Sunday, July 5, 2009

Spin ... and the decline of the press

Spin ... pump it a few times and around and round it goes, where it stops nobody knows. When I was a kid in the dark ages, before 1950, the ideal of journalism was to report the facts in the news sections and leave interpretations to the editorial pages. That pretty much held through the 1950's but with the advent of the VietNam war something changed.

The first change was the radical left took the position, a Communist Marxist position, that everything was political so that the ideal of unbiased news coverage was an illusion. You couldn't escape your biases so you might as well not try or more accurately you should slant the news to achieve your political objectives. That started mostly in the leftist press, but then started to capture the mainstream until by the 1980s or there abouts we had stories in which the vocabulary was chosen, the point of view of the news was chosen, the framing and selection of stories were chosen to advance an agenda. Most of the young people today cannot really remember a time when the news was written with the objective of being accurate and unbiased.
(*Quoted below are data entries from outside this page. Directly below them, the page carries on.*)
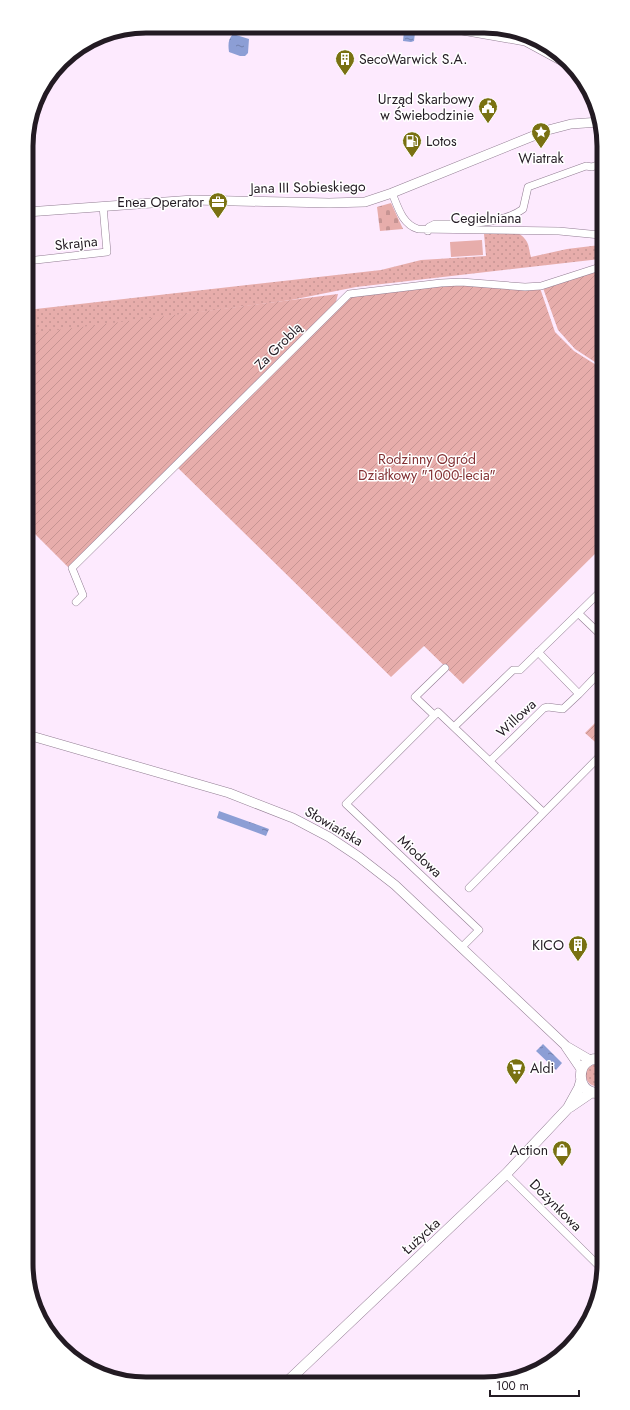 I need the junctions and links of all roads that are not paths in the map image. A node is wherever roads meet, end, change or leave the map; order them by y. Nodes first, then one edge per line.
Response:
1 (474, 33) edge
2 (556, 59) edge
3 (594, 122) edge
4 (597, 165) edge
5 (392, 193) junction
6 (103, 206) junction
7 (33, 211) edge
8 (428, 230) junction
9 (597, 235) edge
10 (33, 260) edge
11 (597, 268) edge
12 (597, 595) edge
13 (76, 602) dead end
14 (578, 614) junction
15 (597, 631) edge
16 (538, 652) junction
17 (445, 668) dead end
18 (597, 675) edge
19 (579, 694) junction
20 (434, 716) junction
21 (457, 724) dead end
22 (33, 737) edge
23 (493, 758) dead end
24 (597, 759) edge
25 (543, 812) junction
26 (468, 888) dead end
27 (462, 947) junction
28 (566, 1046) junction
29 (597, 1059) edge
30 (590, 1060) junction
31 (581, 1069) junction
32 (581, 1082) junction
33 (592, 1092) junction
34 (597, 1092) edge
35 (568, 1108) junction
36 (506, 1174) junction
37 (597, 1264) edge
38 (292, 1377) edge

1 - 2 street
3 - 5 street, Jana III Sobieskiego
4 - 8 street
5 - 6 street, Jana III Sobieskiego
5 - 8 street, Cegielniana
6 - 7 street, Jana III Sobieskiego
6 - 10 street, Skrajna
8 - 9 street, Cegielniana
11 - 13 street, Za Groblą
12 - 14 street
14 - 15 street
14 - 16 street
16 - 19 street
16 - 21 street
17 - 20 street
18 - 19 street, Willowa
19 - 23 street, Willowa
20 - 25 street
20 - 27 street, Miodowa
22 - 27 street, Słowiańska
24 - 25 street
25 - 26 street
27 - 28 street, Słowiańska
28 - 30 street, Słowiańska
28 - 31 street, Słowiańska
29 - 30 main road
30 - 31 main road
31 - 32 main road
32 - 33 main road
32 - 35 main road, Łużycka
33 - 34 main road
33 - 35 main road, Łużycka
35 - 36 main road, Łużycka
36 - 37 street, Dożynkowa
36 - 38 main road, Łużycka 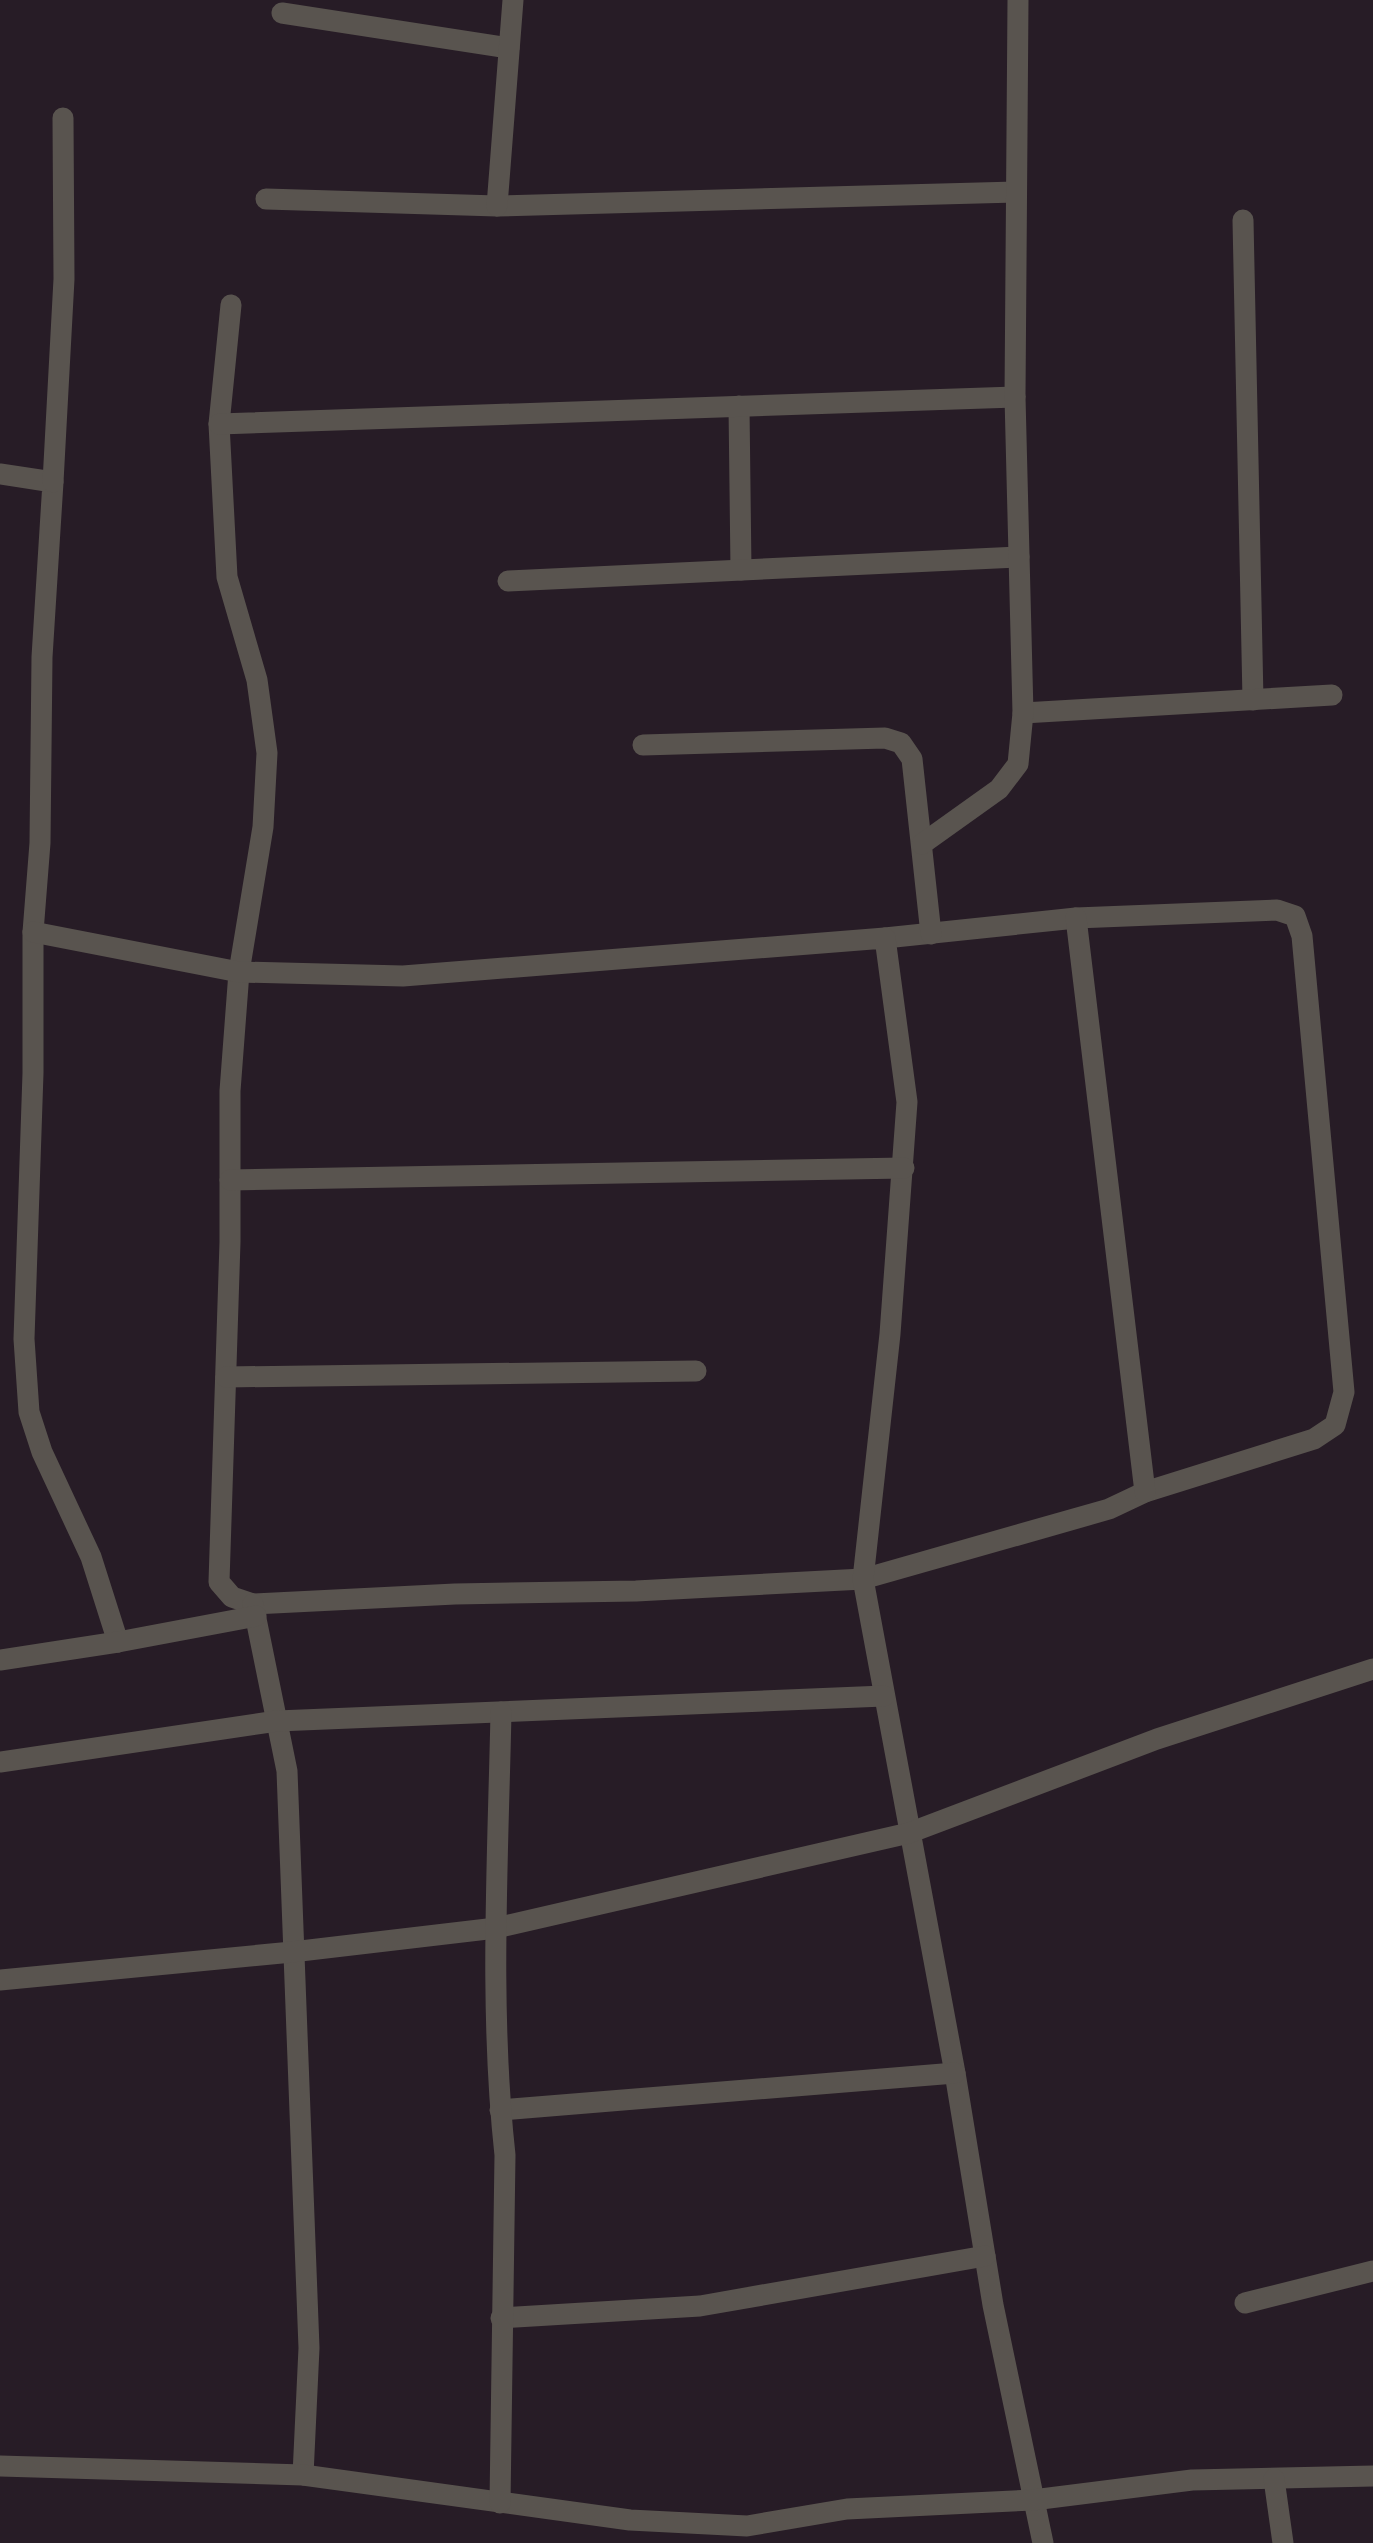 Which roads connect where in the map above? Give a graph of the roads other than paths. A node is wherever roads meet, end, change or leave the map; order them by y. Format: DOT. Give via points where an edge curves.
graph roads {
  1 [pos="513,0"];
  2 [pos="1018,0"];
  3 [pos="282,13"];
  4 [pos="509,48"];
  5 [pos="63,118"];
  6 [pos="1016,192"];
  7 [pos="266,199"];
  8 [pos="496,206"];
  9 [pos="1243,220"];
  10 [pos="231,304"];
  11 [pos="1015,397"];
  12 [pos="739,406"];
  13 [pos="219,424"];
  14 [pos="0,474"];
  15 [pos="53,482"];
  16 [pos="1019,557"];
  17 [pos="741,570"];
  18 [pos="508,581"];
  19 [pos="1332,695"];
  20 [pos="1253,701"];
  21 [pos="1023,713"];
  22 [pos="643,745"];
  23 [pos="922,844"];
  24 [pos="1076,918"];
  25 [pos="33,932"];
  26 [pos="931,934"];
  27 [pos="885,938"];
  28 [pos="239,972"];
  29 [pos="905,1168"];
  30 [pos="230,1180"];
  31 [pos="696,1371"];
  32 [pos="226,1377"];
  33 [pos="1144,1492"];
  34 [pos="863,1579"];
  35 [pos="255,1610"];
  36 [pos="118,1642"];
  37 [pos="0,1660"];
  38 [pos="1373,1669"];
  39 [pos="884,1696"];
  40 [pos="501,1712"];
  41 [pos="277,1721"];
  42 [pos="0,1762"];
  43 [pos="909,1833"];
  44 [pos="496,1928"];
  45 [pos="292,1952"];
  46 [pos="0,1980"];
  47 [pos="955,2073"];
  48 [pos="500,2110"];
  49 [pos="985,2256"];
  50 [pos="1373,2271"];
  51 [pos="1245,2303"];
  52 [pos="501,2319"];
  53 [pos="0,2466"];
  54 [pos="303,2475"];
  55 [pos="1373,2476"];
  56 [pos="1274,2479"];
  57 [pos="1033,2500"];
  58 [pos="500,2503"];
  59 [pos="1043,2543"];
  60 [pos="1283,2543"];
  1 -- 4 [label="street"];
  2 -- 6 [label="street"];
  3 -- 4 [label="street"];
  4 -- 8 [label="street"];
  5 -- 15 [label="street" via="64,279"];
  6 -- 8 [label="street"];
  6 -- 11 [label="street"];
  7 -- 8 [label="street"];
  9 -- 20 [label="street"];
  10 -- 13 [label="street"];
  11 -- 12 [label="street"];
  11 -- 16 [label="street"];
  12 -- 13 [label="street"];
  12 -- 17 [label="street"];
  13 -- 28 [label="street" via="227,577 257,680 267,753 263,827"];
  14 -- 15 [label="street"];
  15 -- 25 [label="street"];
  16 -- 17 [label="street"];
  16 -- 21 [label="street"];
  17 -- 18 [label="street"];
  19 -- 20 [label="street"];
  20 -- 21 [label="street"];
  21 -- 23 [label="street" via="1017,764 999,789"];
  22 -- 23 [label="street" via="885,738 901,743 912,759"];
  23 -- 26 [label="street"];
  24 -- 26 [label="street"];
  24 -- 33 [label="street"];
  24 -- 33 [label="street" via="1277,910 1295,916 1302,936 1344,1392 1335,1425 1314,1439"];
  25 -- 28 [label="street"];
  25 -- 36 [label="street" via="24,1339 29,1412 91,1558"];
  26 -- 27 [label="street"];
  27 -- 28 [label="street" via="403,976"];
  27 -- 29 [label="street" via="907,1102"];
  28 -- 30 [label="street" via="230,1091"];
  29 -- 30 [label="street"];
  29 -- 34 [label="street"];
  30 -- 32 [label="street"];
  31 -- 32 [label="street"];
  32 -- 35 [label="street" via="219,1582 232,1597"];
  33 -- 34 [label="street" via="1109,1509"];
  34 -- 35 [label="street" via="636,1591 455,1594"];
  34 -- 39 [label="street"];
  35 -- 36 [label="street"];
  35 -- 41 [label="street"];
  36 -- 37 [label="street"];
  38 -- 43 [label="street" via="1157,1738"];
  39 -- 40 [label="street"];
  39 -- 43 [label="street"];
  40 -- 41 [label="street"];
  40 -- 44 [label="street"];
  41 -- 42 [label="street"];
  41 -- 45 [label="street" via="287,1771"];
  43 -- 44 [label="street"];
  43 -- 47 [label="street"];
  44 -- 45 [label="street"];
  44 -- 48 [label="street"];
  45 -- 46 [label="street"];
  45 -- 54 [label="street" via="309,2348"];
  47 -- 48 [label="street"];
  47 -- 49 [label="street"];
  48 -- 52 [label="street" via="505,2155"];
  49 -- 52 [label="street" via="700,2305"];
  49 -- 57 [label="street"];
  50 -- 51 [label="street"];
  52 -- 58 [label="street"];
  53 -- 54 [label="street"];
  54 -- 58 [label="street"];
  55 -- 56 [label="street"];
  56 -- 57 [label="street" via="1192,2480"];
  56 -- 60 [label="street"];
  57 -- 58 [label="street" via="847,2509 747,2526 630,2519"];
  57 -- 59 [label="street"];
}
The result has been that no-one really trusts the news anymore. Everyone acknowledges that it is biased at least tacitly. So you can't trust what is said to be an accurate portrayal of the underlying facts. It seems to be getting worse, mostly by selection. All kinds of stories just don't get printed if they would have the effect of supporting the unfavored side. It seems no wonder that a news source like Fox, that claims to be fair and balanced, is doing so well in the ratings. Is it true though. None of the liberals obviously think so, but that may be just because Fox isn't repeating the Koolaid they're drinking from the New York Slimes (ur Times) and the Washington Toast (ur Post). It's all spin these days. So if you don't know the bias of the source you have no idea where the facts may actually fall, and even if you do know the bias, you can't be really sure what is true and what is slanted. My solution, or at least posture, is that you have to read both sides and assume that everyone is spinning to their own advantage. Somewhere in between the truth might actually be found. Well, maybe!